Two waves differing by a quarter-phase shift for one axis.
Creating circular polarization using a quarter-wave plate and a polarizing filter

For a quarter-wave plate, the relationship between L, Δn, and λ0 is chosen so that the phase shift between polarization components is Γ = π/2. Now suppose a linearly polarized wave is incident on the crystal. This wave can be written as

$(E_f \mathbf{\hat f} + E_s \mathbf{\hat s})\mathrm{e}^{i(kz-\omega t)},$

where the f and s axes are the quarter-wave plate's fast and slow axes, respectively, the wave propagates along the z axis, and Ef and Es are real. The effect of the quarter-wave plate is to introduce a phase shift term eiΓ =eiπ/2 = i between the f and s components of the wave, so that upon exiting the crystal the wave is now given by

$(E_f \mathbf{\hat f} + i E_s \mathbf{\hat s})\mathrm{e}^{i(kz-\omega t)}.$

The wave is now elliptically polarized.

If the axis of polarization of the incident wave is chosen so that it makes a 45° with the fast and slow axes of the waveplate, then Ef = Es ≡ E, and the resulting wave upon exiting the waveplate is

$E(\mathbf{\hat f}+i\mathbf{\hat s})\mathrm{e}^{i(kz-\omega t)},$

and the wave is circularly polarized.

If the axis of polarization of the incident wave is chosen so that it makes a 0° with the fast or slow axes of the waveplate, then the polarization will not change, so remains linear. If the angle is in between 0° and 45° the resulting wave has an elliptical polarization.
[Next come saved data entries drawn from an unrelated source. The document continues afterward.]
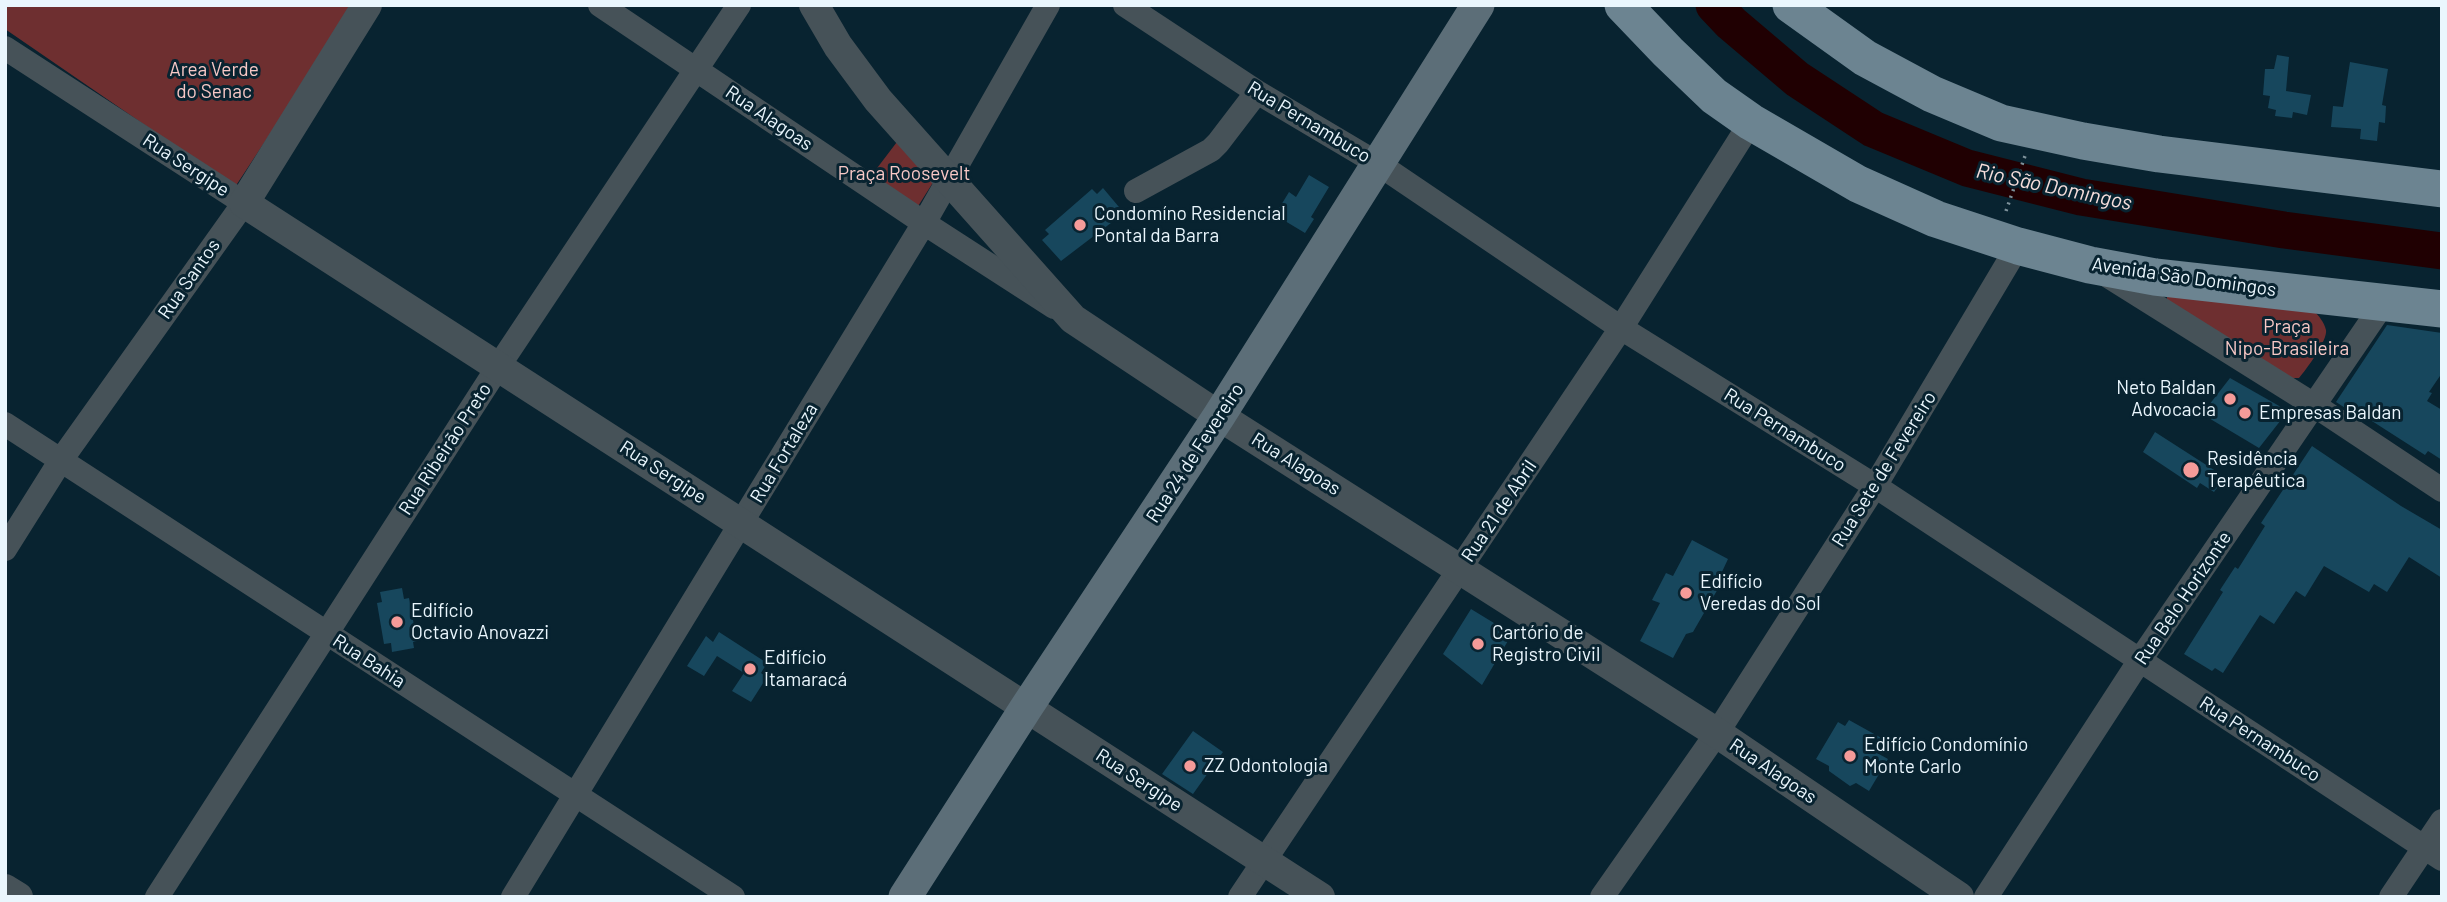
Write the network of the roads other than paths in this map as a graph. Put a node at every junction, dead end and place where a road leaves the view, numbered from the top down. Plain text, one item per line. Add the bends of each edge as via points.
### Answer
1 (367, 5) edge
2 (600, 5) edge
3 (739, 5) edge
4 (814, 5) edge
5 (1048, 5) edge
6 (1125, 5) edge
7 (1478, 5) edge
8 (1623, 5) edge
9 (1791, 5) edge
10 (5, 48) edge
11 (696, 69) junction
12 (1257, 92) junction
13 (1751, 122) junction
14 (1380, 165) junction
15 (949, 181) junction
16 (2442, 190) edge
17 (1136, 191) dead end
18 (244, 203) junction
19 (924, 223) junction
20 (2018, 246) junction
21 (2090, 265) junction
22 (2385, 301) junction
23 (2442, 309) edge
24 (1073, 319) junction
25 (1621, 328) junction
26 (498, 367) junction
27 (2314, 405) junction
28 (1219, 416) junction
29 (5, 424) edge
30 (61, 460) junction
31 (1875, 486) junction
32 (2442, 490) edge
33 (741, 523) junction
34 (5, 548) edge
35 (1460, 569) junction
36 (327, 634) junction
37 (2140, 660) junction
38 (1026, 708) junction
39 (1717, 733) junction
40 (576, 796) junction
41 (2442, 821) edge
42 (2433, 853) edge
43 (1264, 861) junction
44 (5, 889) edge
45 (18, 897) edge
46 (157, 897) edge
47 (513, 897) edge
48 (733, 897) edge
49 (905, 897) edge
50 (1240, 897) edge
51 (1320, 897) edge
52 (1602, 897) edge
53 (1959, 897) edge
54 (1986, 897) edge
55 (2391, 897) edge

1 - 18 street, Rua Santos
2 - 11 street, Rua Alagoas
3 - 11 street, Rua Ribeirão Preto
4 - 15 street via 870,89
5 - 15 street, Rua Fortaleza
6 - 12 street, Rua Pernambuco
7 - 14 main road, Rua 24 de Fevereiro
8 - 13 main road, Avenida São Domingos via 1714,96
9 - 16 main road via 1865,58 1932,94 2001,123 2160,154
10 - 18 street, Rua Sergipe
11 - 19 street, Rua Alagoas
11 - 26 street, Rua Ribeirão Preto
12 - 14 street, Rua Pernambuco
12 - 17 street via 1211,150
13 - 20 main road, Avenida São Domingos via 1858,184 1936,219
13 - 25 street, Rua 21 de Abril
14 - 25 street, Rua Pernambuco
14 - 28 main road, Rua 24 de Fevereiro
15 - 19 street, Rua Fortaleza
15 - 24 street
18 - 26 street, Rua Sergipe
18 - 30 street, Rua Santos
19 - 24 street, Rua Alagoas
19 - 33 street, Rua Fortaleza
20 - 21 main road, Avenida São Domingos
20 - 31 street, Rua Sete de Fevereiro
21 - 22 main road, Avenida São Domingos via 2155,277
21 - 27 street
22 - 23 main road, Avenida São Domingos
22 - 27 street, Rua Belo Horizonte
24 - 28 street, Rua Alagoas
25 - 31 street, Rua Pernambuco
25 - 35 street, Rua 21 de Abril
26 - 33 street, Rua Sergipe
26 - 36 street, Rua Ribeirão Preto
27 - 32 street
27 - 37 street, Rua Belo Horizonte
28 - 35 street, Rua Alagoas
28 - 38 main road, Rua 24 de Fevereiro
29 - 30 street, Rua Bahia
30 - 34 street, Rua Santos
30 - 36 street, Rua Bahia
31 - 37 street, Rua Pernambuco
31 - 39 street, Rua Sete de Fevereiro
33 - 38 street, Rua Sergipe
33 - 40 street, Rua Fortaleza
35 - 39 street, Rua Alagoas
35 - 43 street, Rua 21 de Abril
36 - 40 street, Rua Bahia
36 - 46 street, Rua Ribeirão Preto
37 - 42 street, Rua Pernambuco
37 - 54 street, Rua Belo Horizonte
38 - 43 street, Rua Sergipe
38 - 49 main road, Rua 24 de Fevereiro
39 - 52 street, Rua Sete de Fevereiro
39 - 53 street, Rua Alagoas
40 - 47 street, Rua Fortaleza
40 - 48 street, Rua Bahia
41 - 42 street
42 - 55 street
43 - 50 street, Rua 21 de Abril
43 - 51 street, Rua Sergipe
44 - 45 street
A circulating polarization looks strange, but can be easier imagined as the sum of two linear polarizations with a phase difference of 90°. The output depends on the polarization of the input. Suppose polarization axes x and y parallel with the fast and slow axis of the wave plate:

The polarization of the incoming photon (or beam) can be resolved as two polarizations on the x and y axis. If the input polarization is parallel to the fast or slow axis, then there is no polarization of the other axis, so the output polarization is the same as the input (only the phase more or less delayed). If the input polarization is 45° to the fast and slow axis, the polarization on those axes are equal. But the phase of the output of the slow axis will be delayed 90° with the output of the fast axis. If not the amplitude but both sinus values are displayed, then x and y combined will describe a circle. With other angles than 0° or 45° the values in fast and slow axis will differ and their resultant output will describe an ellipse.